8 pensieri su “I 7 Pericoli per le Tartarughe di Terra

  1. Avatar
    Sabrina Sella dice:

    Salve, ho ricevuto 3 tartarughe di terra in regalo. Due di esse erano ferme e con la testa dentro. Non sapendo come curarle per i primi giorni le abbiamo tenute in una scatola (essendo festa e non vivendo in un luogo in cui vi sono centri appositi). Una di loro è sicuramente morta (puzza) l’altra no, ma credo che se non è già morta lo sia quasi. Oltre a comprare terrario e lampada per mantenere la temperatura, cosa posso fare per capire se la tartaruga in questione è morta? (Ve ne è un’altra ancora in vita che si muove ma non mangia). Avete dei consigli ulteriori? Sfortunatamente nella mia città non vi sono veterinari specializzati e telefonicamente nessuno si è voluto esprimere (probabilmente perchè non hanno la possibilità di visitare l’animale e neanche di essere pagati…) Vi ringrazio tanto!

    • Alberto Blitzen
      Alberto Blitzen dice:

      Cara Sabrina, vediamo di rispondere a tutti i punti. Prima, però, una premessa: è davvero fondamentale che le tartarughe possano essere visitate da un veterinario specializzato quanto prima. Forse non ci sono veterinari in città ma può essere importante raggiungere un medico anche in città vicine. Questa assenza potrebbe infatti essere fatale non solo ora ma durante tutta la vita futura delle tartarughe che si salveranno. Detto questo, le tartarughe vive, anche quando in letargo, hanno dei riflessi e se stimolate muovono gli arti.
      Devo informarti, purtroppo, che chi ti ha fatto questo regalo non ti ha fatto un buon regalo: se si tratta di specie che fanno letargo, il mese di gennaio è fra i momenti peggiori per accogliere una tartaruga (il periodo migliore è la primavera). In secondo luogo, se le tartarughe sono sprovviste dei documenti obbligatori (documento CITES) la persona che ti ha passato le tartarughe ti ha passato in realtà un bel problema, perché si rischiano multe di parecchie migliaia di euro per ogni esemplare detenuto illegalmente. Il mio consiglio, quindi, sarebbe quello di restituirle o comunque portarle alla forestale.
      Per ulteriori consigli di natura generale (cosa mangiano le tartarughe e come deve essere organizzato il loro ambiente) potrai trovare su questo blog altri articoli che spero possano esserti d’aiuto.
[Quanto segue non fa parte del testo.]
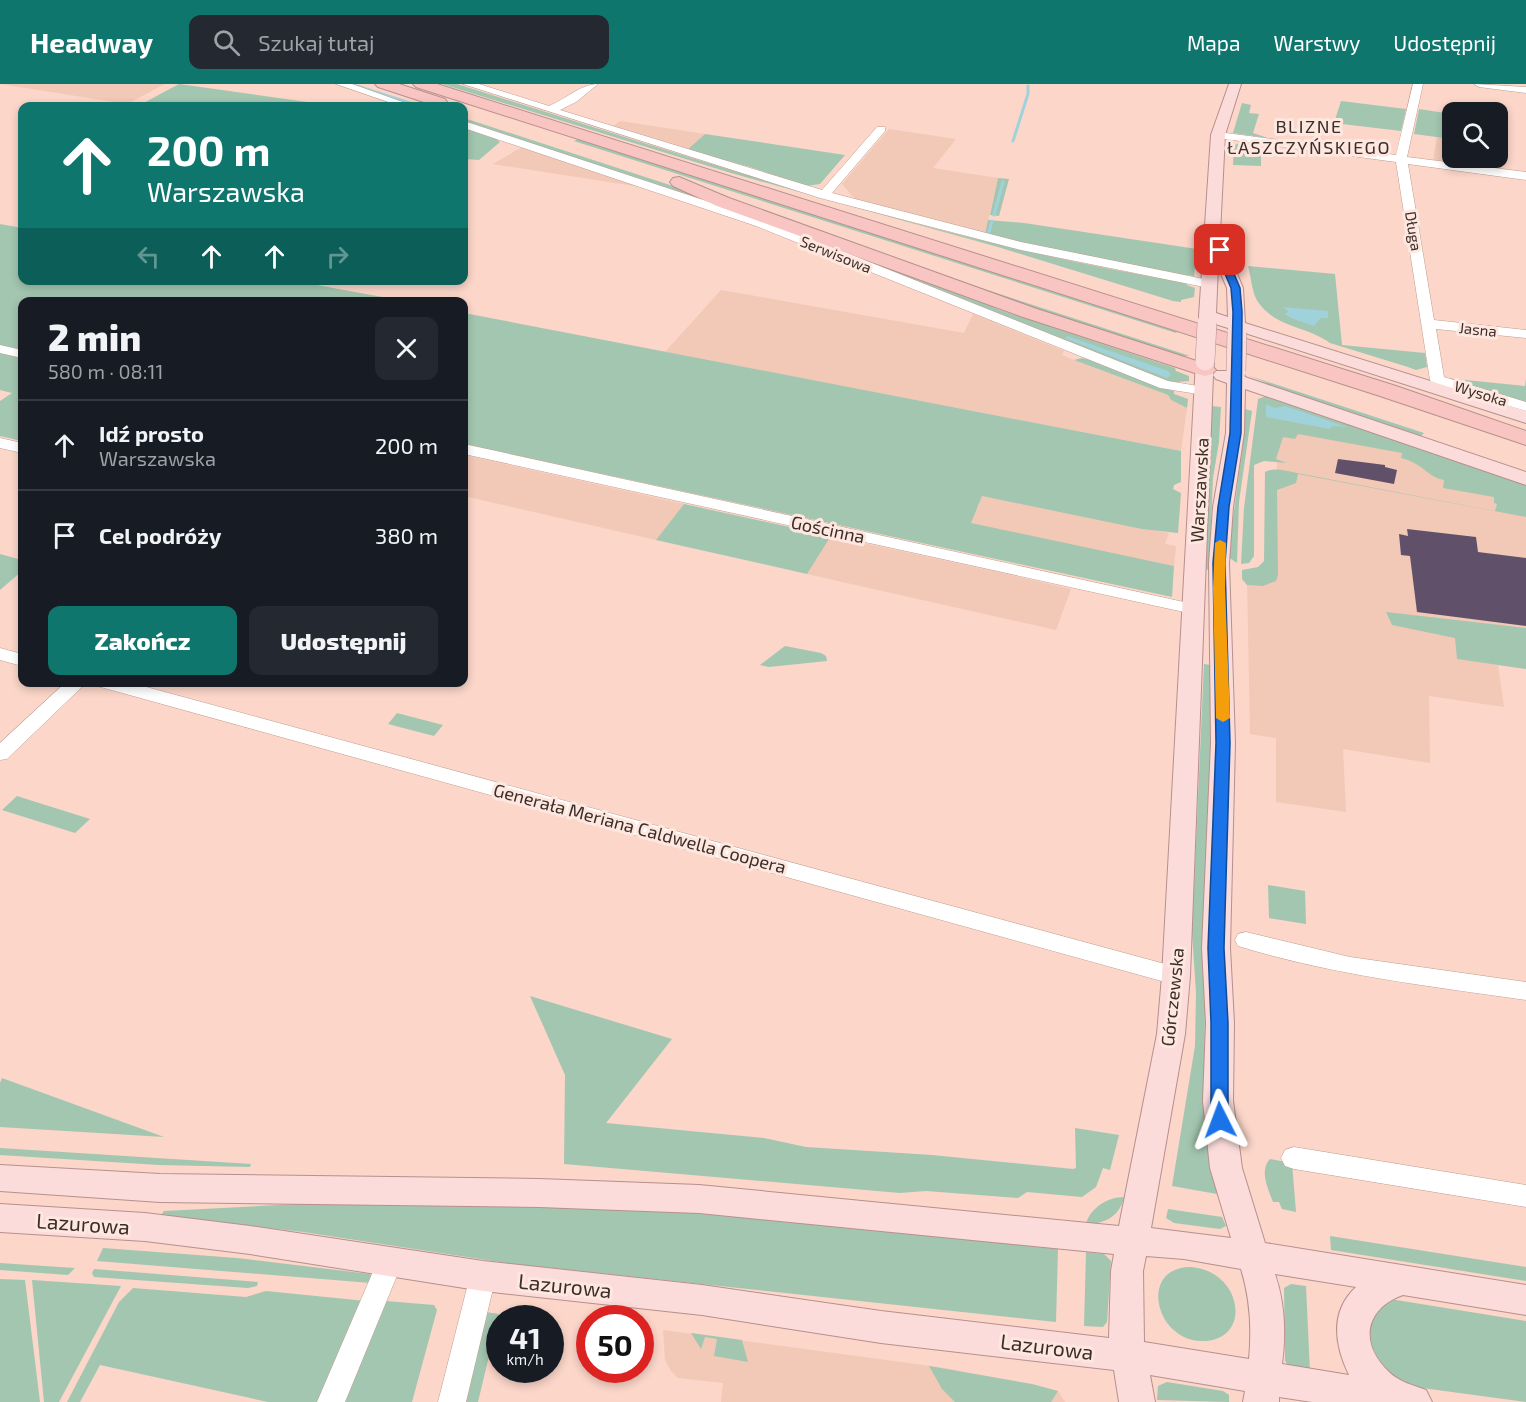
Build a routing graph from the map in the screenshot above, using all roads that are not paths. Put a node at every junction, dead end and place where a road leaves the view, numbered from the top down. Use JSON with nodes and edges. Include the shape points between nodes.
{"nodes":[{"id":1,"x":341,"y":84,"type":"edge"},
{"id":2,"x":383,"y":84,"type":"edge"},
{"id":3,"x":421,"y":84,"type":"edge"},
{"id":4,"x":468,"y":84,"type":"edge"},
{"id":5,"x":593,"y":84,"type":"edge"},
{"id":6,"x":1235,"y":84,"type":"edge"},
{"id":7,"x":1418,"y":84,"type":"edge"},
{"id":8,"x":1479,"y":84,"type":"edge"},
{"id":9,"x":1526,"y":90,"type":"edge"},
{"id":10,"x":397,"y":102,"type":"edge"},
{"id":11,"x":440,"y":102,"type":"edge"},
{"id":12,"x":550,"y":110,"type":"junction"},
{"id":13,"x":468,"y":111,"type":"edge"},
{"id":14,"x":468,"y":125,"type":"edge"},
{"id":15,"x":881,"y":129,"type":"dead end"},
{"id":16,"x":1218,"y":135,"type":"junction"},
{"id":17,"x":1401,"y":159,"type":"junction"},
{"id":18,"x":678,"y":165,"type":"junction"},
{"id":19,"x":658,"y":173,"type":"junction"},
{"id":20,"x":1526,"y":176,"type":"edge"},
{"id":21,"x":824,"y":195,"type":"junction"},
{"id":22,"x":1212,"y":231,"type":"junction"},
{"id":23,"x":1209,"y":284,"type":"junction"},
{"id":24,"x":1207,"y":319,"type":"junction"},
{"id":25,"x":1429,"y":324,"type":"junction"},
{"id":26,"x":1237,"y":328,"type":"junction"},
{"id":27,"x":1526,"y":334,"type":"edge"},
{"id":28,"x":0,"y":349,"type":"edge"},
{"id":29,"x":18,"y":353,"type":"edge"},
{"id":30,"x":1205,"y":365,"type":"junction"},
{"id":31,"x":1236,"y":376,"type":"junction"},
{"id":32,"x":1437,"y":380,"type":"joint"},
{"id":33,"x":1204,"y":391,"type":"junction"},
{"id":34,"x":1526,"y":407,"type":"edge"},
{"id":35,"x":1526,"y":417,"type":"edge"},
{"id":36,"x":1526,"y":438,"type":"edge"},
{"id":37,"x":0,"y":443,"type":"edge"},
{"id":38,"x":18,"y":447,"type":"edge"},
{"id":39,"x":468,"y":450,"type":"edge"},
{"id":40,"x":1526,"y":457,"type":"edge"},
{"id":41,"x":1526,"y":480,"type":"edge"},
{"id":42,"x":1193,"y":609,"type":"junction"},
{"id":43,"x":0,"y":654,"type":"edge"},
{"id":44,"x":18,"y":659,"type":"edge"},
{"id":45,"x":73,"y":687,"type":"edge"},
{"id":46,"x":122,"y":687,"type":"edge"},
{"id":47,"x":1188,"y":750,"type":"joint"},
{"id":48,"x":0,"y":754,"type":"edge"},
{"id":49,"x":1246,"y":940,"type":"dead end"},
{"id":50,"x":1176,"y":976,"type":"junction"},
{"id":51,"x":1526,"y":991,"type":"edge"},
{"id":52,"x":1294,"y":1158,"type":"dead end"},
{"id":53,"x":0,"y":1178,"type":"edge"},
{"id":54,"x":1526,"y":1196,"type":"edge"},
{"id":55,"x":0,"y":1218,"type":"edge"},
{"id":56,"x":1132,"y":1240,"type":"junction"},
{"id":57,"x":1254,"y":1256,"type":"junction"},
{"id":58,"x":390,"y":1261,"type":"junction"},
{"id":59,"x":483,"y":1276,"type":"junction"},
{"id":60,"x":1403,"y":1280,"type":"junction"},
{"id":61,"x":1526,"y":1300,"type":"edge"},
{"id":62,"x":1129,"y":1356,"type":"junction"},
{"id":63,"x":1262,"y":1390,"type":"edge"},
{"id":64,"x":1409,"y":1401,"type":"edge"},
{"id":65,"x":331,"y":1402,"type":"edge"},
{"id":66,"x":452,"y":1402,"type":"edge"},
{"id":67,"x":1137,"y":1402,"type":"edge"}],
"edges":[{"from":1,"to":10,"type":"street"},
{"from":2,"to":11,"type":"highway"},
{"from":3,"to":18,"type":"highway"},
{"from":4,"to":12,"type":"street"},
{"from":5,"to":12,"type":"street"},
{"from":6,"to":16,"type":"main road","name":"Warszawska"},
{"from":7,"to":17,"type":"street","name":"Długa"},
{"from":8,"to":9,"type":"street"},
{"from":12,"to":21,"type":"street"},
{"from":13,"to":19,"type":"highway"},
{"from":14,"to":33,"type":"street","name":"Serwisowa","via":[[760,223],[1165,385]]},
{"from":15,"to":21,"type":"street"},
{"from":16,"to":17,"type":"street"},
{"from":16,"to":22,"type":"main road","name":"Warszawska"},
{"from":17,"to":20,"type":"street"},
{"from":17,"to":25,"type":"street","name":"Długa"},
{"from":18,"to":24,"type":"highway","via":[[1016,254]]},
{"from":18,"to":36,"type":"highway"},
{"from":19,"to":30,"type":"highway","via":[[723,201],[1030,313]]},
{"from":19,"to":40,"type":"highway","via":[[1374,404]]},
{"from":21,"to":23,"type":"street","via":[[1081,261]]},
{"from":22,"to":23,"type":"main road","name":"Warszawska"},
{"from":22,"to":26,"type":"main road","name":"Warszawska","via":[[1235,288]]},
{"from":23,"to":24,"type":"main road","name":"Warszawska"},
{"from":24,"to":26,"type":"main road"},
{"from":24,"to":30,"type":"main road","name":"Warszawska","bridge":true},
{"from":25,"to":27,"type":"street","name":"Jasna"},
{"from":25,"to":32,"type":"street","name":"Długa"},
{"from":26,"to":31,"type":"main road","name":"Warszawska","bridge":true},
{"from":26,"to":35,"type":"main road"},
{"from":28,"to":29,"type":"street"},
{"from":30,"to":31,"type":"main road"},
{"from":30,"to":33,"type":"main road","name":"Warszawska"},
{"from":31,"to":41,"type":"main road"},
{"from":31,"to":57,"type":"main road","name":"Warszawska","via":[[1235,433],[1219,563],[1223,743],[1216,948],[1220,1023],[1218,1101],[1226,1168]]},
{"from":32,"to":34,"type":"street","name":"Wysoka"},
{"from":33,"to":42,"type":"main road","name":"Warszawska"},
{"from":37,"to":38,"type":"street"},
{"from":39,"to":42,"type":"street","name":"Gościnna"},
{"from":42,"to":47,"type":"main road","name":"Warszawska"},
{"from":43,"to":44,"type":"street"},
{"from":45,"to":48,"type":"street"},
{"from":46,"to":50,"type":"street","name":"Generała Meriana Caldwella Coopera"},
{"from":47,"to":50,"type":"main road","name":"Górczewska"},
{"from":49,"to":51,"type":"street","via":[[1322,960]]},
{"from":50,"to":56,"type":"main road","name":"Górczewska","via":[[1171,1034]]},
{"from":52,"to":54,"type":"street"},
{"from":53,"to":56,"type":"main road","name":"Lazurowa","via":[[160,1188],[699,1199]]},
{"from":55,"to":58,"type":"main road","name":"Lazurowa","via":[[145,1227]]},
{"from":56,"to":57,"type":"main road","name":"Lazurowa"},
{"from":56,"to":62,"type":"main road","name":"Górczewska","via":[[1125,1299]]},
{"from":57,"to":60,"type":"main road"},
{"from":57,"to":63,"type":"main road","via":[[1265,1292],[1268,1340]]},
{"from":58,"to":59,"type":"main road","name":"Lazurowa"},
{"from":58,"to":65,"type":"street"},
{"from":59,"to":62,"type":"main road","name":"Lazurowa","via":[[702,1300],[881,1327]]},
{"from":59,"to":66,"type":"street"},
{"from":60,"to":61,"type":"main road"},
{"from":60,"to":64,"type":"main road","via":[[1389,1283],[1363,1300],[1353,1315],[1352,1326],[1362,1368],[1381,1388]]},
{"from":62,"to":63,"type":"main road","name":"Lazurowa"},
{"from":62,"to":67,"type":"main road"},
{"from":63,"to":64,"type":"main road"}]}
Ricorda che tartarughe tenute in un terrario al coperto durante l’inverno hanno bisogno di uno spazio ben allestito, sufficientemente ampio, con lampada riscaldante e lampada UVB.
      Un caro saluto e a presto.

  2. Avatar
    ALBERTO dice:

    Per quanto riguarda il pericolo del tagliaerba volevo aggiungere che è necessario prima di passarlo trovare tutte le tartarughe e chiuderle da qualche parte.
    Non basta spostarle lontano da dove si taglia l’erba, sembrano lente invece sono velocissime e le ritrovi sotto le lame del tagliaerba.
    Parlo per esperienza personale: dopo ricostruzione con pezzi di carapace trovati fra l’erba e due anni senza letargo quest’anno anche le uova.
    Grazie per tutti i consigli del sito.